Wednesday, June 30, 2010

Linux Update

When I moved what was my monster work PC into the living room to act as a media center PC, I lost the system to drive my printer. This meant that it was very difficult for me to print anything. I would often need to drag a laptop into the office and hook it up to the printer on an ad-hoc basis. I didn't want to move the printer into the living room, so I had to think how I was going to handle this. I decided to rebuild my old work PC that had been disassembled and reconstitute it as a Linux box/print server. So, I downloaded the Lucid Lynx (the most recent Ubuntu release) and went to work.

Oh my goodness!

I was first introduced to Linux back in 1995 with the Slackware distro. This was extremely rough around the edges and installation would take a very long time. I've tried several other distros since then and while I could do them, I found them rough enough that it was hard to recommend.

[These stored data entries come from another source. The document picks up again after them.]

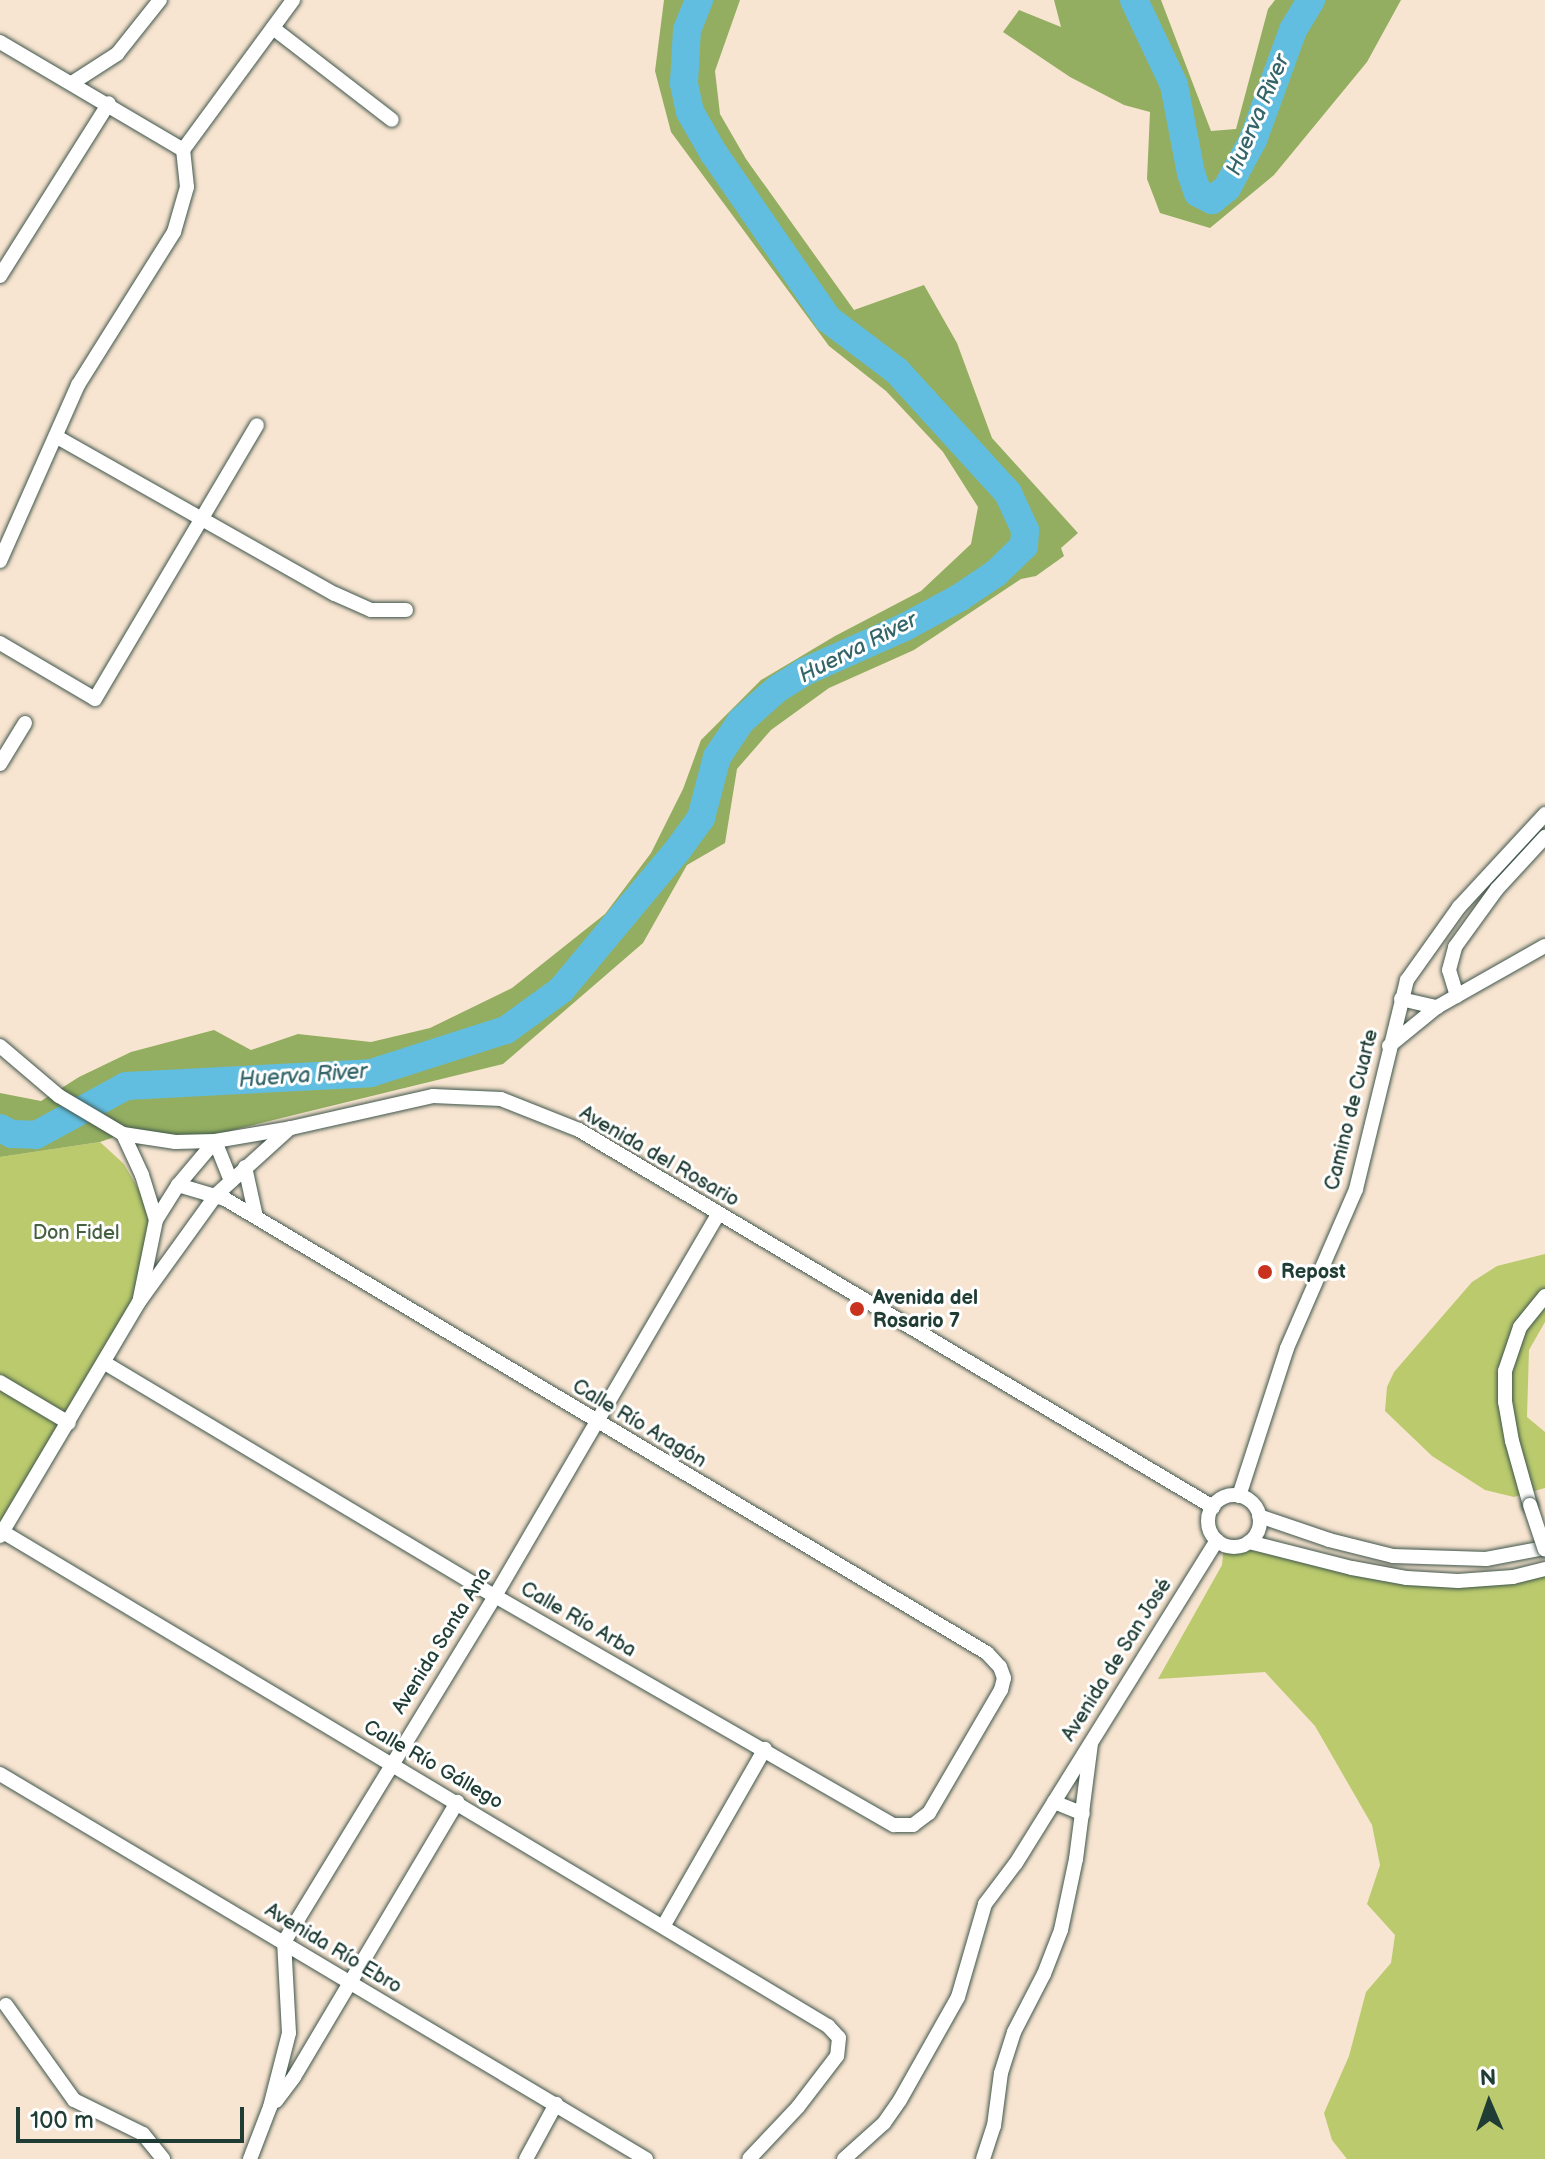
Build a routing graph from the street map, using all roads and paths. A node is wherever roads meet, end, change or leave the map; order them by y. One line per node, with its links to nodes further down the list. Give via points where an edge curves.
1 (160, 0): 5 (street, via 117,54)
2 (293, 0): 3 (street)
3 (273, 28): 7 (street); 8 (street)
4 (0, 42): 5 (street)
5 (72, 83): 6 (street)
6 (109, 103): 8 (street); 9 (street)
7 (392, 120)
8 (183, 150): 11 (street, via 187,187 174,232 78,385)
9 (0, 276)
10 (257, 425): 12 (street)
11 (57, 437): 12 (street); 13 (street)
12 (201, 521): 14 (street, via 371,610); 15 (street, via 95,699)
13 (0, 561)
14 (406, 610)
15 (0, 643)
16 (25, 723): 17 (street)
17 (0, 764)
18 (1545, 814): 22 (street, Camino de Cuarte, via 1459,907 1407,980)
19 (1545, 837): 21 (street, via 1497,889 1455,947 1449,970)
20 (1545, 946): 21 (street)
21 (1457, 996): 23 (street)
22 (1401, 999): 23 (street); 24 (street, Camino de Cuarte)
23 (1437, 1007): 25 (street)
24 (1396, 1015): 25 (street); 27 (street, Camino de Cuarte)
25 (1421, 1020): 27 (street)
26 (0, 1046): 29 (street, Avenida del Rosario, via 59,1096)
27 (1389, 1046): 44 (street, Camino de Cuarte, via 1356,1189 1287,1348)
28 (291, 1128): 30 (street, Avenida del Rosario); 31 (street); 35 (street, Avenida del Rosario, via 433,1096 501,1099 579,1130)
29 (123, 1134): 30 (street, Avenida del Rosario, via 175,1142); 37 (street)
30 (215, 1141): 32 (street); 33 (street)
31 (245, 1167): 32 (street); 36 (street)
32 (231, 1181): 34 (street)
33 (178, 1185): 34 (street, Calle Río Aragón); 37 (street)
34 (217, 1194): 36 (street, Calle Río Aragón); 39 (street)
35 (718, 1215): 42 (street, Avenida Santa Ana); 45 (street, Avenida del Rosario)
36 (256, 1217): 42 (street, Calle Río Aragón)
37 (156, 1220): 39 (street)
38 (1545, 1296): 50 (street, bridge, via 1520,1327 1505,1371 1512,1441)
39 (139, 1302): 40 (street)
40 (105, 1363): 43 (street); 52 (street, Calle Río Arba)
41 (0, 1382): 43 (street)
42 (596, 1422): 52 (street, Avenida Santa Ana); 60 (street, Calle Río Aragón, via 987,1653 1000,1667 1001,1690 929,1813)
43 (69, 1423): 47 (street)
44 (1239, 1496): 45 (street, via 1225,1497); 46 (street, via 1252,1503)
45 (1213, 1507): 48 (street, via 1209,1528)
46 (1259, 1516): 49 (street, via 1258,1530); 50 (street, via 1393,1556 1486,1559)
47 (2, 1534): 55 (street, Calle Río Gállego)
48 (1217, 1540): 49 (street, via 1233,1547); 53 (street, Avenida de San José)
49 (1249, 1542): 51 (street, via 1407,1578 1486,1579)
50 (1545, 1549)
51 (1545, 1569)
52 (495, 1596): 54 (street, Calle Río Arba); 55 (street, Avenida Santa Ana)
53 (1092, 1735): 58 (street, Avenida de San José); 59 (street)
54 (765, 1749): 60 (street, Calle Río Arba, via 888,1822); 61 (street)
55 (390, 1765): 57 (street, Calle Río Gállego); 62 (street, Avenida Santa Ana)
56 (0, 1774): 62 (street, Avenida Río Ebro)
57 (457, 1802): 61 (street, Calle Río Gállego); 63 (street)
58 (1054, 1802): 59 (street); 72 (street, Avenida de San José, via 985,1904 958,1997 900,2100 884,2123)
59 (1083, 1814): 73 (street, via 1061,1930 1014,2032)
60 (913, 1825)
61 (664, 1925): 71 (street, Calle Río Gállego, via 828,2026 839,2038 837,2056)
62 (284, 1942): 63 (street, Avenida Río Ebro); 66 (street, via 290,2024)
63 (350, 1983): 65 (street, Avenida Río Ebro); 66 (street)
64 (6, 2005): 67 (street, via 74,2100 143,2134)
65 (556, 2104): 69 (street); 70 (street, Avenida Río Ebro)
66 (270, 2107): 68 (street)
67 (163, 2159)
68 (250, 2159)
69 (526, 2159)
70 (646, 2159)
71 (749, 2159)
72 (844, 2159)
73 (983, 2159)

The most recent Ubuntu release changes that.

The installation was arguably easier and faster than Windows 7 was. Starting out, I provided a few details (password, Timezone, etc) that I would provide to Windows and clicked "Install". Thirty minutes later, I had a fully working Linux system that had recognized my immense HD monitor over a VGA connection and found my printer with no prompting from me.

This intrigued me, so I stuck the live CD into my Vaio laptop and booted. Much to my surprise, it had FOUND the RAID configuration and easily read the disk array.

I would say that (except for how to reset the sudo password) that Ubuntu's Lucid Lynx is ready for primetime. It is a powerful and simple to use OS that I could recommend to anyone, regardless of skill.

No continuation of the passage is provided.